Antes de chegar ao mercado, Sato explica que as vacinas são primeiro testadas em animais e depois passam por quatro fases de testes em pequenos grupos de pessoas. “Esse é o procedimento padrão com qualquer tipo de vacina”, diz a médica. Uma dessas etapas se chama, inclusive, “teste de efetividade”, em que os cientistas aplicam a vacina em um grupo e em outro não.

Sato se refere a outro argumento que circula dentro dos grupos antivax, presente no vídeo abaixo, em que um rapaz diz que não há testes antes da liberação das vacinas.

Adeptos pelo mundo

Isma de Sousa afirma que decidiu criar a página “O lado obscuro da vacina” no Facebook em 2014 após um de seus três filhos ter manifestado uma reação a uma vacina.

Ela não quis revelar sua profissão. Mas fez questão de afirmar que se aprofunda no assunto desde então, por meio de seu acesso privilegiado a estudos e a uma vasta rede de material científico em universidades da Suécia, país onde mora há 19 anos. “Sempre tive acesso a materiais de ponta nas universidades”, relata. “Colocaram a vida do meu filho em risco, porque a vacina continua uma substância que meu filho não podia tomar”.
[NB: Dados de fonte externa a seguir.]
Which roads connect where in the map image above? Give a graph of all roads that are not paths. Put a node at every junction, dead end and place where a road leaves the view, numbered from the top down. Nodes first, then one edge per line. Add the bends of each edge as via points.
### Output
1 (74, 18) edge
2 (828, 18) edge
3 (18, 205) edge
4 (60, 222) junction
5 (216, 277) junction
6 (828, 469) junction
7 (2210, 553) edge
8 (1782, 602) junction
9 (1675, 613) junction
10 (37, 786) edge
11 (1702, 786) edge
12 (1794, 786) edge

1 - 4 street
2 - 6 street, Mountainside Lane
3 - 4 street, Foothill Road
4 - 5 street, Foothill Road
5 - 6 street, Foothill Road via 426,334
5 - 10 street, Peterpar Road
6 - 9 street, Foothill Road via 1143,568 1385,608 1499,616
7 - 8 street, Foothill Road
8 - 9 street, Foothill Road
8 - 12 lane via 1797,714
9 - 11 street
Segundo a mulher, a vacina que o menino iria tomar era fabricada por meio da proteína do ovo, substância à qual o filho era alérgico. Isma se diz defensora da não obrigatoriedade das vacinas. No Brasil, a obrigatoriedade da vacinação em crianças está prevista no Estatuto da Criança e do Adolescente (ECA).

A administradora da página cobra também que o poder público passe a informar a população sobre eventuais reações causadas pela vacinação antes de fazer campanhas. “Isso é uma falta de fidelidade com o cidadão. Precisam ter mais cuidado com a população. Se o governo sabe que a vacina causa reação, como no meu filho, porque mantém a lei?”, questiona.
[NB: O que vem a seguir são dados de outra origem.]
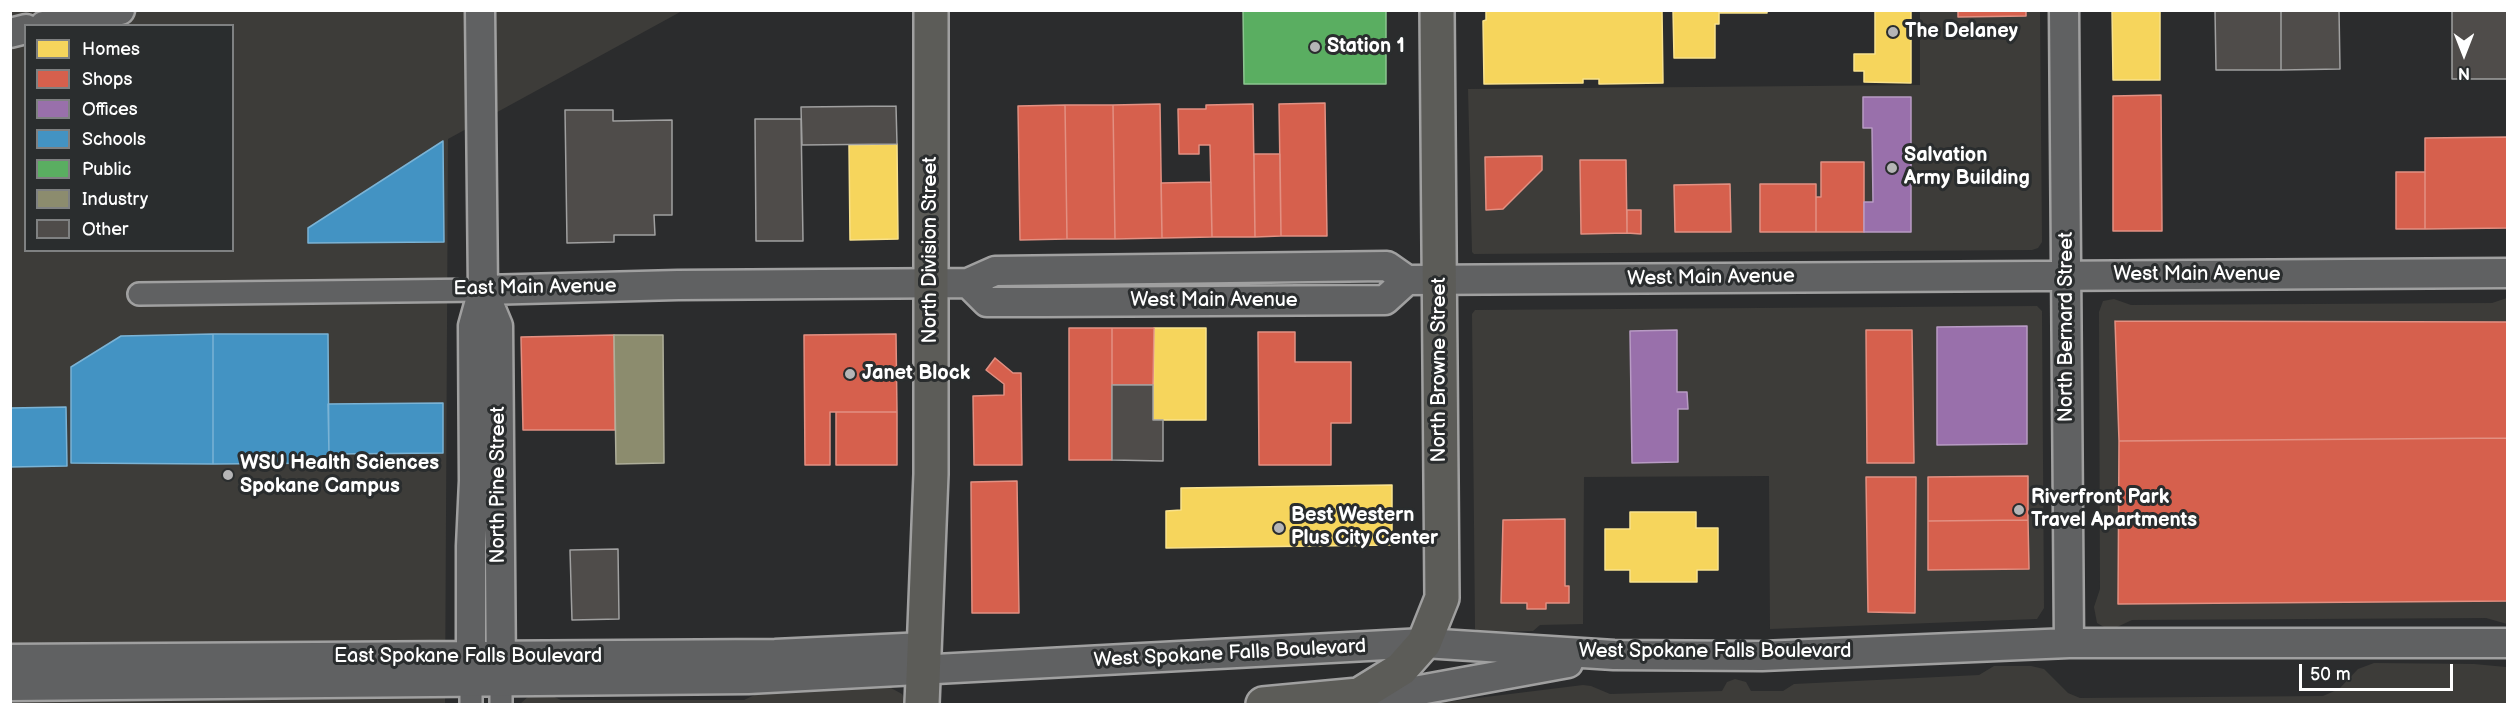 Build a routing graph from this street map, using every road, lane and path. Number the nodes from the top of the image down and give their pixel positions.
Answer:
1 (120, 10) edge
2 (480, 10) edge
3 (931, 10) edge
4 (1437, 10) edge
5 (2064, 10) edge
6 (54, 24) edge
7 (2508, 273) edge
8 (2066, 276) junction
9 (1439, 280) junction
10 (930, 283) junction
11 (483, 290) junction
12 (139, 294) dead end
13 (1424, 643) junction
14 (2070, 643) junction
15 (2508, 643) edge
16 (1614, 655) junction
17 (10, 659) edge
18 (924, 659) junction
19 (501, 681) edge
20 (471, 682) edge
21 (10, 686) edge
22 (1359, 694) junction
23 (922, 705) edge
24 (1263, 705) edge

1 - 6 main road
2 - 11 main road, North Pine Street
3 - 10 main road, North Division Street
4 - 9 main road, North Browne Street
5 - 8 main road, North Bernard Street
7 - 8 main road, West Main Avenue
8 - 9 main road, West Main Avenue
8 - 14 main road, North Bernard Street
9 - 10 main road, West Main Avenue
9 - 13 main road, North Browne Street
10 - 11 main road, East Main Avenue
10 - 18 main road, North Division Street
11 - 12 street, East Main Avenue
11 - 19 main road, North Pine Street
11 - 20 main road, North Pine Street
13 - 16 main road, West Spokane Falls Boulevard
13 - 18 main road, West Spokane Falls Boulevard
13 - 22 main road, North Browne Street
14 - 15 main road, West Spokane Falls Boulevard
14 - 16 main road, West Spokane Falls Boulevard
16 - 22 main road
17 - 20 main road, East Spokane Falls Boulevard
18 - 19 main road, East Spokane Falls Boulevard
18 - 23 main road, North Division Street
19 - 20 main road, East Spokane Falls Boulevard
20 - 21 main road, East Spokane Falls Boulevard
22 - 24 main road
A página aberta por Isma, ainda ativa, tem cerca de 2 000 seguidores. Lá, membros compartilham não só informações contra a vacinação, como também memes e notícias sobre política e mensagens bíblicas.

No dia 15 de julho, a Organização Mundial da Saúde (OMS) emitiu um alerta sobre a estagnação da taxa de vacinação internacional. Segundo a entidade, a cobertura atual no mundo é de 86%, enquanto o ideal deveria ser de 95% para prevenir novos surtos epidêmicos. Um dos casos apontados como exemplo pela OMS foi o retorno do sarampo, que matou cerca de 110 000 pessoas no mundo em 2017. Desde o começo do ano, a organização tem detectado o aumento da desconfiança das pessoas com as vacinas. Por isso, em janeiro, inseriu a “hesitação vacinal” entre as dez maiores ameaças à saúde global.

Isma rechaça o rótulo de ser alguém “antivacina” e se diz vítima de termos pejorativos “de quem não tem capacidade de admitir que as vacinas causam reação”.

Em dezembro de 2018, a jovem apresentadora Bray Payton morreu aos 26 anos na Califórnia, vítima de gripe H1N1, doença conhecida como gripe suína, e que já é prevenida mediante vacina. De viés conservador, Bray era considerada uma estrela em ascensão por conta de suas opiniões políticas. Sua morte também gerou polêmica na época por causa de um post que fez no Twitter, em 2011, no qual descrevia a vacinação como “o demônio”. Quando fez o comentário, o estado onde morava e trabalhava passava pela campanha de imunização contra a coqueluche.

Material no YouTube

Os conteúdos relacionados ao movimento antivacina não estão presentes apenas no Facebook. Estão também em vídeos publicados no YouTube. Uma reportagem publicada pela BBC Brasil mostra que membros do movimento injetam dinheiro em vídeos gravados por eles sobre teorias importadas dos Estados Unidos. Segundo a BBC Brasil, a iniciativa mantida por alguns adeptos do movimento criava uma espécie de “bolha de críticos às vacinas” na plataforma de vídeos.

Após a publicação da reportagem, o YouTube informou que desmonetizou os vídeos que diziam abertamente “você não deve se vacinar”. Comunicou também que as gravações, algumas com mais de 800 mil visualizações, seriam retiradas do ar.